WHAT THE TASK REQUIRES –
Copy out each line featuring the string "Orchard" from the entries beneath.

MATERIAL PROVIDED –

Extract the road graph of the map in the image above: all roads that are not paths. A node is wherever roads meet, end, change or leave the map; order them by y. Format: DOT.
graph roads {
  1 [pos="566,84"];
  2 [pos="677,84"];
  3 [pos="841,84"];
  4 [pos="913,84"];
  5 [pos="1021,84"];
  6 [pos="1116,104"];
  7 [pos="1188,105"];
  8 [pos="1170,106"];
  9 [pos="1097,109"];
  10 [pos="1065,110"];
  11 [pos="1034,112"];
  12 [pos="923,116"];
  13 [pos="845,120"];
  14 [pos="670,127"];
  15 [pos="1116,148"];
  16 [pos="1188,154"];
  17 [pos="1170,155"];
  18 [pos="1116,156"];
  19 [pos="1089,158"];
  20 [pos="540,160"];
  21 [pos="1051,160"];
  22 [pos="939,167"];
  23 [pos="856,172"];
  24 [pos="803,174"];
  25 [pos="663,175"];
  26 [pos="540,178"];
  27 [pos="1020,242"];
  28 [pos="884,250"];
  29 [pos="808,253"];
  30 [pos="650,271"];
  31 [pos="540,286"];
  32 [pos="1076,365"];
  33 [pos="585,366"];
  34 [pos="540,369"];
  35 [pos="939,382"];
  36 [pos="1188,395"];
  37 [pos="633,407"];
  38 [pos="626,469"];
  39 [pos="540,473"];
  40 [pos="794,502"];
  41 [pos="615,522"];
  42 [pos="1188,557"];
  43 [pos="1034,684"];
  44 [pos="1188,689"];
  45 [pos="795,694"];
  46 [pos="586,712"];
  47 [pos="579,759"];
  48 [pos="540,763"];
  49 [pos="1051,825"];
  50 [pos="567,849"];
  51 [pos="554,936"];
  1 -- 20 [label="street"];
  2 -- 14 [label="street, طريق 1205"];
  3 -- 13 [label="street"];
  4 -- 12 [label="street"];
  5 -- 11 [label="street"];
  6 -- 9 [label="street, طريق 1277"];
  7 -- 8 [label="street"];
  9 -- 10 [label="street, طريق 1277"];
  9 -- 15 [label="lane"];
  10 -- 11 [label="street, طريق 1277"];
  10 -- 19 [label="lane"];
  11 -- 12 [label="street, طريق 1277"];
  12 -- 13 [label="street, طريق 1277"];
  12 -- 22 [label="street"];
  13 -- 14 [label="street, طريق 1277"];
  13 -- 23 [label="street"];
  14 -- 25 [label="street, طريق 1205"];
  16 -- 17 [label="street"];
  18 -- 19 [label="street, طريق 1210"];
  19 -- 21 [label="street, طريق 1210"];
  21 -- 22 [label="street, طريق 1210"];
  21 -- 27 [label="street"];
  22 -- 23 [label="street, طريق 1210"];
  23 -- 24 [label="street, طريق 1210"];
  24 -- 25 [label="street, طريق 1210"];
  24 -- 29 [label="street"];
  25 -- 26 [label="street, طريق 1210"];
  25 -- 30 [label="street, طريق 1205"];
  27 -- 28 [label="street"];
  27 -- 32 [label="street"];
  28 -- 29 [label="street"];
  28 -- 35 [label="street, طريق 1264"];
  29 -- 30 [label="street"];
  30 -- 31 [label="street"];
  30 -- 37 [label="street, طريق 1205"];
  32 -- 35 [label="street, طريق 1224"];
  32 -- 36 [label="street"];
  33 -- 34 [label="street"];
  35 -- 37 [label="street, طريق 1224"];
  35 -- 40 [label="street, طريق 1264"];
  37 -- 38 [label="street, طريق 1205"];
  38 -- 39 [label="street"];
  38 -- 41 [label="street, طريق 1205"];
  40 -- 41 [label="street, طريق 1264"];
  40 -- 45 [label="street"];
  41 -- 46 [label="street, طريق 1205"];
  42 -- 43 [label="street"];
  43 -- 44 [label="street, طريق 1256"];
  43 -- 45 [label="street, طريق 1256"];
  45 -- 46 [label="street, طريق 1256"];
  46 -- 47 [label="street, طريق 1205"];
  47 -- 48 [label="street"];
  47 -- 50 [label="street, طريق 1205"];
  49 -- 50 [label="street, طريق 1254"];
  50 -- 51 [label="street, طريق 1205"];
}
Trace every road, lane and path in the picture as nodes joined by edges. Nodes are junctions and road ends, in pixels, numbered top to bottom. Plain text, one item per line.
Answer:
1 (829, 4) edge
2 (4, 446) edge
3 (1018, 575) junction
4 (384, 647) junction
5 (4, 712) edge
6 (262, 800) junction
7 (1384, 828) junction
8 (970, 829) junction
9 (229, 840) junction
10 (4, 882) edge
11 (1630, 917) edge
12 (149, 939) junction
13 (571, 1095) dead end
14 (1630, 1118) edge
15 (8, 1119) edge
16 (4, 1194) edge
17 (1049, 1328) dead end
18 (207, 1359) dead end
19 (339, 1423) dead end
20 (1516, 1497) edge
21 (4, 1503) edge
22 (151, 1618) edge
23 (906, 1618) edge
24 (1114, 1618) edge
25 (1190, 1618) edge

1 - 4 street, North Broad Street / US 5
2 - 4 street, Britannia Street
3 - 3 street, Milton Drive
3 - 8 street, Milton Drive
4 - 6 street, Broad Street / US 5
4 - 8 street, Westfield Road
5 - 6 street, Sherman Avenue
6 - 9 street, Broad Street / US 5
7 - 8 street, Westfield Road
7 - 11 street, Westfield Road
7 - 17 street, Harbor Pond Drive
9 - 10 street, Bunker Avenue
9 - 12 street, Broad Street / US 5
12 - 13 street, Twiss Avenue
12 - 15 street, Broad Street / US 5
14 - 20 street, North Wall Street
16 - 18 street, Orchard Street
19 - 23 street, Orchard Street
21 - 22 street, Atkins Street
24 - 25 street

THE COMPLETED TASK –
16 - 18 street, Orchard Street
19 - 23 street, Orchard Street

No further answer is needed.